Игумен Петр Мещеринов строит курс лекций, полностью принимая те радикальные изменения, которые произошли с понятием «музыка» в Новое время. В Средние века сочинитель соединял лад и напев, тогда как создание сложных композиций потребовало «мелодии», самодовлеющего развития темы, которая сама выстраивает для слушателей образ. Соответственно, когда появляется композиторство в современном смысле, тогда возникает и аудитория как публика, ожидающая новых музыкальных образов, но не умеющая «читать» музыку в полном смысле, ее читает за нее исполнитель, интерпретатор. Прежнее восприятие музыки подразумевало, что это такая же работа, как исполнительская интерпретация, это такое же усилие мысли, как решение математических задач или разгадывание головоломок, а умение всерьез услышать каждый звук, движение голоса – не меньшее усилие, чем чтение стихов или молитв наизусть, со всем чувством. В Новое время, наоборот, волны музыки сами текут к расслабленному слушателю, а он только проникается тем движением мелодии, которое не с него началось, и потому уносит его далеко от привычного «себя».

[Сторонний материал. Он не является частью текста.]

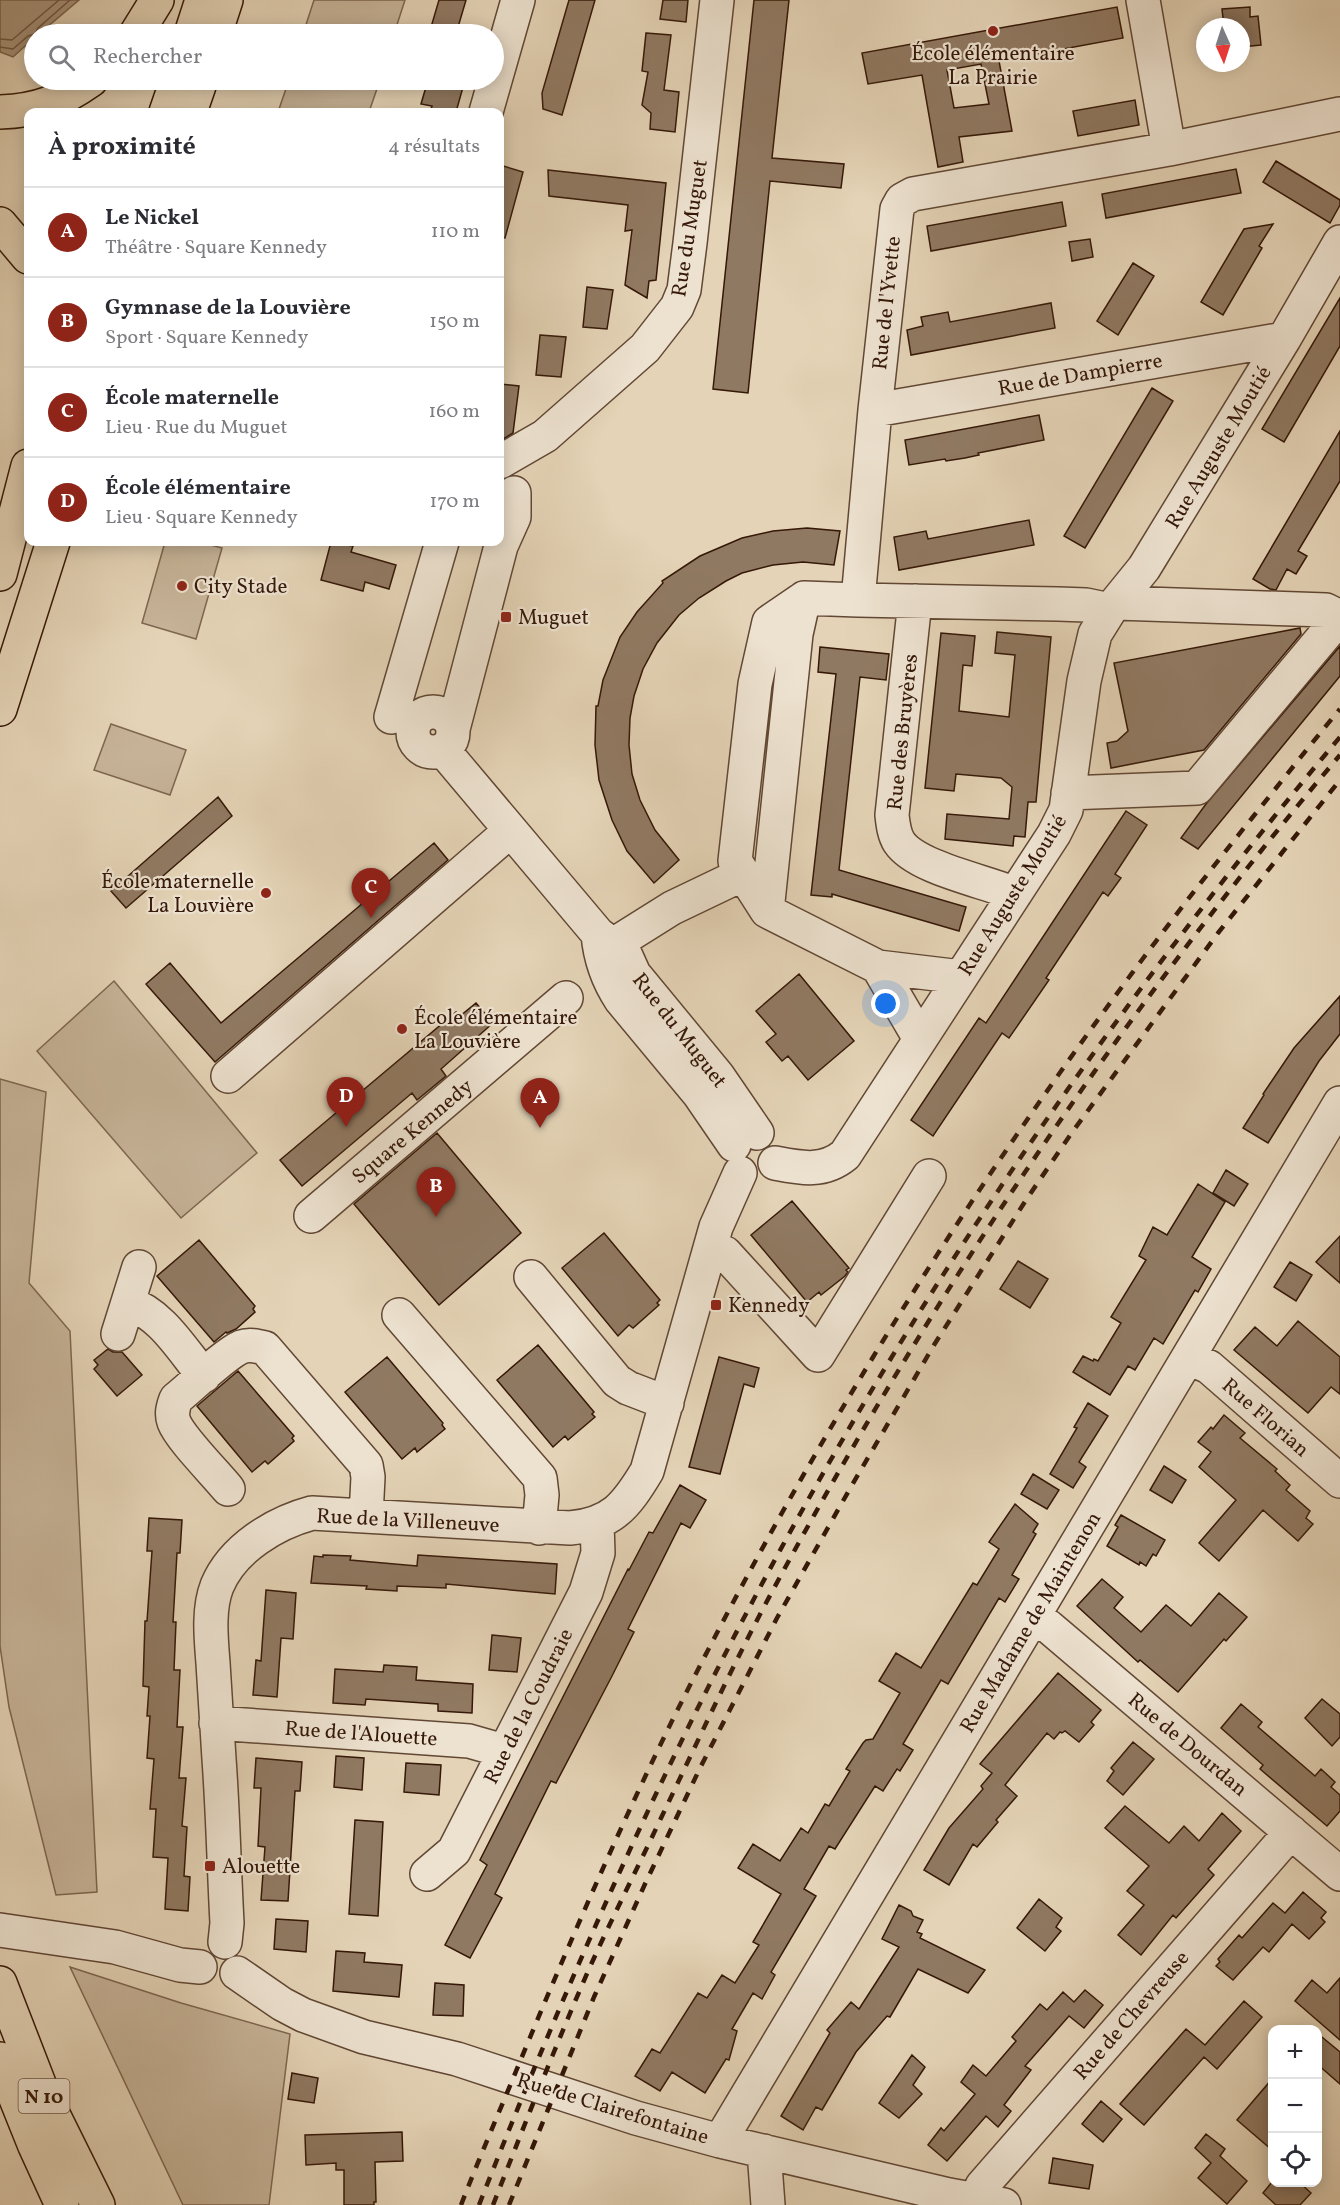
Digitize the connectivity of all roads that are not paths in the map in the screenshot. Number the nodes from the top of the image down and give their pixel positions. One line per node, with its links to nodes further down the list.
1 (157, 0): 7 (main road)
2 (202, 0): 8 (main road)
3 (226, 0): 9 (main road)
4 (518, 0): 10 (street)
5 (717, 0): 29 (street, Rue du Muguet)
6 (1143, 0): 22 (street)
7 (142, 24)
8 (194, 24)
9 (218, 24)
10 (504, 49)
11 (77, 90): 15 (main road)
12 (174, 90): 16 (main road)
13 (198, 90): 17 (main road)
14 (492, 90): 18 (street)
15 (34, 108)
16 (167, 108)
17 (191, 108)
18 (487, 108)
19 (24, 111): 20 (main road)
20 (0, 112)
21 (1340, 114): 22 (street, Rue de l'Yvette)
22 (1169, 148): 27 (street, Rue de l'Yvette)
23 (0, 224): 25 (main road)
24 (1340, 242): 26 (street, Rue Auguste Moutié)
25 (24, 252)
26 (1284, 339): 27 (street, Rue de Dampierre); 39 (street, Rue Auguste Moutié)
27 (875, 410): 37 (street, Rue de l'Yvette)
28 (24, 481): 35 (main road)
29 (506, 483): 30 (street, Rue du Muguet)
30 (504, 536)
31 (29, 546): 41 (main road)
32 (52, 546): 42 (main road)
33 (441, 546): 43 (street)
34 (499, 546): 45 (street, Rue du Muguet)
35 (0, 574)
36 (804, 598): 37 (street); 46 (street); 48 (street)
37 (858, 600): 38 (street)
38 (915, 601): 39 (street); 47 (street, Rue des Bruyères)
39 (1113, 606): 40 (street); 44 (street, Rue Auguste Moutié)
40 (1340, 617): 44 (street)
41 (0, 635)
42 (0, 709)
43 (391, 717)
44 (1068, 793): 47 (street, Rue Auguste Moutié)
45 (510, 831): 49 (street, Rue du Muguet); 54 (street)
46 (743, 874): 48 (street); 49 (street)
47 (1015, 894): 51 (street, Rue Auguste Moutié)
48 (767, 912): 50 (street)
49 (605, 939): 56 (street, Rue du Muguet)
50 (878, 967): 51 (street); 53 (street)
51 (961, 977): 53 (street, Rue Auguste Moutié)
52 (566, 998): 58 (street, Square Kennedy)
53 (920, 1039): 56 (street, Rue Auguste Moutié)
54 (228, 1076)
55 (1340, 1103): 65 (street, Rue Madame de Maintenon)
56 (743, 1150): 59 (street, Rue de la Villeneuve)
57 (929, 1176): 59 (street)
58 (311, 1216)
59 (710, 1248): 67 (street, Rue de la Villeneuve)
60 (139, 1267): 62 (street)
61 (531, 1277): 67 (street)
62 (128, 1303): 64 (street); 66 (street)
63 (399, 1315): 72 (street)
64 (118, 1334)
65 (1189, 1358): 68 (street, Rue Florian); 73 (street, Rue Madame de Maintenon)
66 (204, 1376): 69 (street); 70 (street)
67 (667, 1403): 71 (street, Rue de la Villeneuve)
68 (1340, 1481)
69 (228, 1489)
70 (366, 1516): 72 (street, Rue de la Villeneuve); 74 (street, Rue de la Villeneuve)
71 (597, 1523): 72 (street, Rue de la Villeneuve); 75 (street, Rue de la Coudraie)
72 (539, 1528)
73 (1033, 1618): 76 (street, Rue de Dourdan); 85 (street, Rue Madame de Maintenon)
74 (216, 1723): 75 (street, Rue de l'Alouette); 80 (street, Rue de la Villeneuve)
75 (504, 1751): 77 (street, Rue de la Coudraie)
76 (1291, 1832): 78 (street, Rue de Dourdan); 87 (street, Rue de Chevreuse)
77 (427, 1874)
78 (1340, 1874)
79 (0, 1930): 81 (street)
80 (225, 1942): 81 (street); 82 (street)
81 (200, 1967): 82 (street)
82 (237, 1973): 85 (street, Rue de Clairefontaine)
83 (0, 1983): 89 (main road, N 10)
84 (0, 2059): 88 (main road, N 10)
85 (720, 2141): 86 (street, Rue de Clairefontaine)
86 (765, 2151): 87 (street, Rue de Clairefontaine); 90 (street)
87 (985, 2203)
88 (62, 2205)
89 (98, 2205)
90 (768, 2205)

Конечно, где именно провести водораздел между «старой» и «новой» музыкой – каждый решает сам, и сам автор лекций замечает, что понятие «академическая классика» объединило в себе барокко Баха, классицизм Моцарта и совершенный классицизм (и он же романтизм и реализм) Бетховена, в котором новое понятие музыки и нашло свое совершенное выражение. Но нужно понимать, и что само представление об академической инструментальной музыке возникает тогда, когда композитор не обязан уже становиться исполнителем, режиссером, аранжировщиком и распространителем своей музыки, а если и пишет музыку для определенного голоса или оркестра, то, как Бетховен, чаще переделывает ее по внутреннему побуждению, чем по внешнему заказу. Постоянно менявший квартиры Бетховен – лучший образ того, как композитор вообще лишается власти над музыкальным миром, способности повелевать театрами и праздниками, и сам оказывается столь же зависим от обстановки своего сочинительства, сколь раньше обстановка музыкальной работы была зависима от него, музыканта и друга музыкантов.

Но можно было бы провести водоразделы иначе, указав, например, что знаменитая «музыка для глаз» Баха, символы, которые видны только в партитуре, уже подразумевает исполнителя, растворяющегося в музыкальном впечатлении и потому нуждающегося в особых зрительных фигурах для рабочей музыкальной сосредоточенности. Но также можно было бы сказать, что сколь угодно насыщенный модернизм ценил умение читать партитуры бегло, сразу понимая глазами, как это должно быть исполнено и пережито, чем славился, скажем, Дебюсси, – и значит, музыка еще не превратилась в поток впечатлений, но требовала все новых достижений читательской дисциплины и толкующего внимания.

В центре внимания предлагаемого курса лекций стоит своеобразный канон энциклопедизма, созданный академической классической музыкой как ее собственная сущность: энциклопедизма не знаний (никто не потребует от композитора быть эрудитом, хоть и есть поговорка, что композитор должен помнить все написанное в музыке до него), но универсальной гаммы переживаний, без которых музыкальная мысль далее не может развиваться. Так, «Хорошо темперированный клавир» Баха понят как доказательство благозвучия любых тональностей, при том что любая тональность имеет символический смысл – а значит, вместо ситуативного употребления символов мы получаем некоторый свод символов, каждый из которых может прозвучать во всей своей полноте. Как говорится, «это звучит», имеет полновесный смысл. Автор лекций все время сохраняет строжайшие координаты разговора: привычные в нашей повседневной речи метафоры вроде «сказать в ином тоне», «это целая симфония мыслей» или «развить идею в таком-то ключе», все эти «тональности», «интонации» и «мотивы», решительно влияющие на то, как мы понимаем диалог или интеллектуальный спор, показывают, что о чем бы мы ни думали, мы живем мыслью после Баха, Моцарта и Бетховена и мыслим их музыкой точно так же, как господин Журден говорил прозой, даже не подозревая об этом. Мы уже живем в бытии, измененном музыкой, и в истории, измененной композиторством. Поэтому автор лекций всегда начинает с самых основ музыкальной культуры и постоянно обращается к самым общим ее предпосылкам, чтобы рассуждения не оказывались в плену у этих готовых условий диалога и чтобы неосторожное слово о «созвучиях» не увело мысль совсем в другие сферы, чем нужны при изучении истории культуры. Аскетизм этих лекций – в постоянном возобновлении исторических координат, с дружеским расположением к читателю.